Adapting the Story

Kathryn Duncan
4 min readMar 31, 2022
Warner Brothers Studio Tour, England by Kathryn Duncan

I am watching the second season of Bridgerton and enjoying it a great deal though I know it is anachronistic. Because it is not trying to be historically accurate, I like the classical covers of pop songs and the diverse cast.

I know not everyone shares my enthusiasm. When I received an invitation to join a Bridgerton Facebook group, I was met with a post complaining about how this second season is too different from the book on which it is based.

This doesn’t bother me, for I’ve only read the first book and part of the second. I’m aware of differences, but I’m not invested and can appreciate the narrative arc on its own.

But I get it.

Recently, I re-watched the 2005 version of Pride and Prejudice with my daughter who had never seen it before. She would hit pause every time I murmured or sighed and ask me, “What?”

“All that mud! That pig in the house! They were not poor and didn’t go around saying they were poor. Yes, there were financial issues because of how the estate would be settled on a male heir, but they weren’t poor!”

My daughter enjoyed the movie because, unlike me, she hasn’t read the book countless times and hasn’t written articles and a book on Austen as I have. She could enjoy the movie as a movie.

However, we are both on the same page with the book I am currently teaching in a Harry Potter class, which is the sixth in the installment, Harry Potter and the Half-Blood Prince.

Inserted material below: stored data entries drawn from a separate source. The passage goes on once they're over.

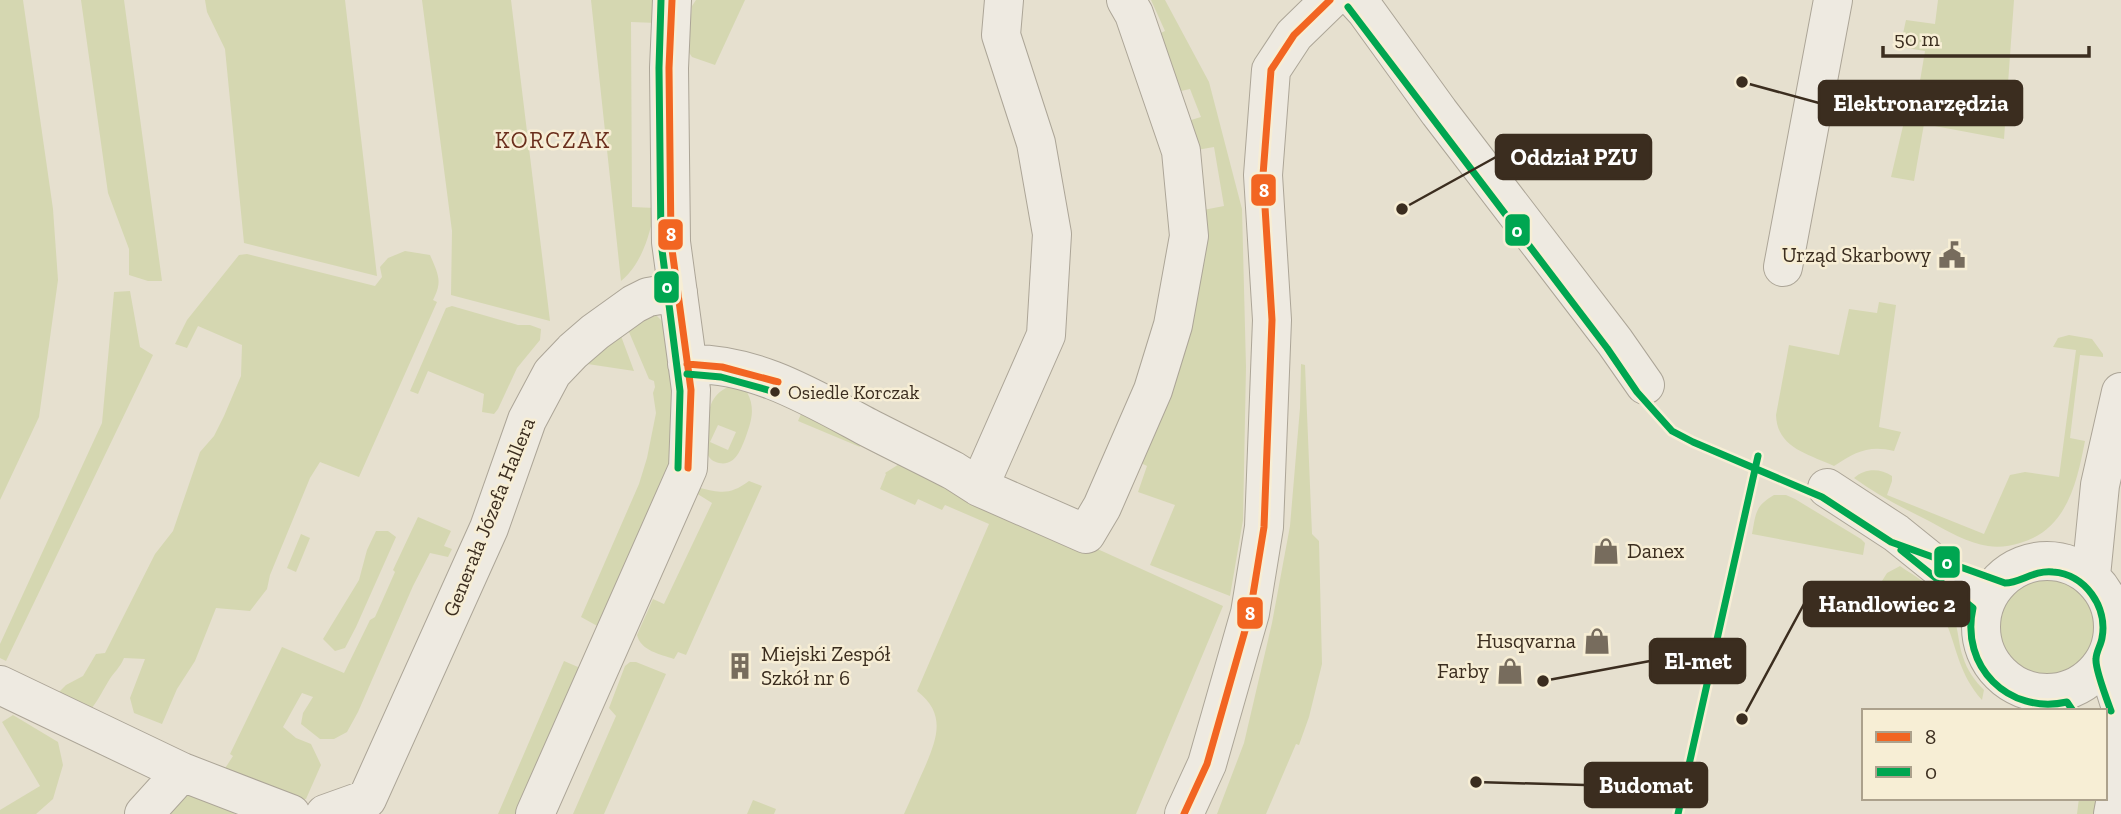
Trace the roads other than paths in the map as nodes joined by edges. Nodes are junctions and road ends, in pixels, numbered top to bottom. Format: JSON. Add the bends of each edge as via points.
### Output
{"nodes":[{"id":1,"x":672,"y":0,"type":"edge"},
{"id":2,"x":1004,"y":0,"type":"edge"},
{"id":3,"x":1126,"y":0,"type":"edge"},
{"id":4,"x":1330,"y":0,"type":"edge"},
{"id":5,"x":1356,"y":0,"type":"edge"},
{"id":6,"x":1833,"y":0,"type":"edge"},
{"id":7,"x":1783,"y":267,"type":"dead end"},
{"id":8,"x":677,"y":292,"type":"junction"},
{"id":9,"x":687,"y":364,"type":"junction"},
{"id":10,"x":1645,"y":385,"type":"dead end"},
{"id":11,"x":2121,"y":392,"type":"edge"},
{"id":12,"x":2100,"y":485,"type":"junction"},
{"id":13,"x":979,"y":487,"type":"junction"},
{"id":14,"x":1827,"y":488,"type":"dead end"},
{"id":15,"x":1896,"y":533,"type":"junction"},
{"id":16,"x":2054,"y":561,"type":"junction"},
{"id":17,"x":2008,"y":573,"type":"junction"},
{"id":18,"x":2091,"y":576,"type":"junction"},
{"id":19,"x":1984,"y":604,"type":"junction"},
{"id":20,"x":2106,"y":660,"type":"junction"},
{"id":21,"x":0,"y":685,"type":"edge"},
{"id":22,"x":2078,"y":700,"type":"edge"},
{"id":23,"x":2121,"y":708,"type":"edge"},
{"id":24,"x":2107,"y":738,"type":"edge"},
{"id":25,"x":182,"y":772,"type":"junction"},
{"id":26,"x":2118,"y":788,"type":"edge"},
{"id":27,"x":144,"y":814,"type":"edge"},
{"id":28,"x":291,"y":814,"type":"edge"},
{"id":29,"x":325,"y":814,"type":"edge"},
{"id":30,"x":535,"y":814,"type":"edge"},
{"id":31,"x":1184,"y":814,"type":"edge"}],
"edges":[{"from":1,"to":8,"type":"street","via":[[670,204]]},
{"from":2,"to":13,"type":"street","via":[[1002,35],[1036,143],[1052,234],[1046,335]]},
{"from":3,"to":13,"type":"street","via":[[1181,151],[1189,236],[1173,325],[1153,390],[1086,534]]},
{"from":4,"to":31,"type":"street","via":[[1294,34],[1271,69],[1263,175],[1272,320],[1265,527],[1246,625],[1206,764]]},
{"from":5,"to":10,"type":"street"},
{"from":6,"to":7,"type":"street"},
{"from":8,"to":9,"type":"street"},
{"from":8,"to":29,"type":"street","name":"Generała Józefa Hallera","via":[[634,304],[595,332],[552,373],[527,420],[489,528],[367,799]]},
{"from":9,"to":13,"type":"street","via":[[744,370],[778,382]]},
{"from":9,"to":30,"type":"street","via":[[691,390],[688,468]]},
{"from":11,"to":12,"type":"street"},
{"from":12,"to":16,"type":"street"},
{"from":12,"to":18,"type":"street"},
{"from":14,"to":15,"type":"street"},
{"from":15,"to":17,"type":"street"},
{"from":15,"to":19,"type":"street"},
{"from":16,"to":17,"type":"street","via":[[2030,563]]},
{"from":16,"to":18,"type":"street"},
{"from":17,"to":19,"type":"street"},
{"from":18,"to":20,"type":"street","via":[[2105,594],[2113,616],[2113,639]]},
{"from":19,"to":22,"type":"street","via":[[1982,644],[2003,678],[2020,688]]},
{"from":20,"to":22,"type":"street"},
{"from":20,"to":23,"type":"street"},
{"from":21,"to":25,"type":"street"},
{"from":24,"to":26,"type":"street","via":[[2112,744]]},
{"from":25,"to":27,"type":"street"},
{"from":25,"to":28,"type":"street"}]}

I love all the Potter books and like the movies, but that sixth movie irritates me.

Where are the flashbacks?

The whole purpose of the sixth novel is to give insight into Lord Voldemort’s past. It’s an essential plot device for the next and last book in the series. Much more importantly, the novel is doing something thematically critical, which is to complicate the typical villain storyline and, shockingly, create compassion for Tom Riddle.

The memories also help us to appreciate Harry as hero.

All but one flashback scene from the novel is cut in the sixth movie, which has the audacity to then add a scene not in the novel. What?!

Why do we have such moral outrage over adaptations changing our favorite novels?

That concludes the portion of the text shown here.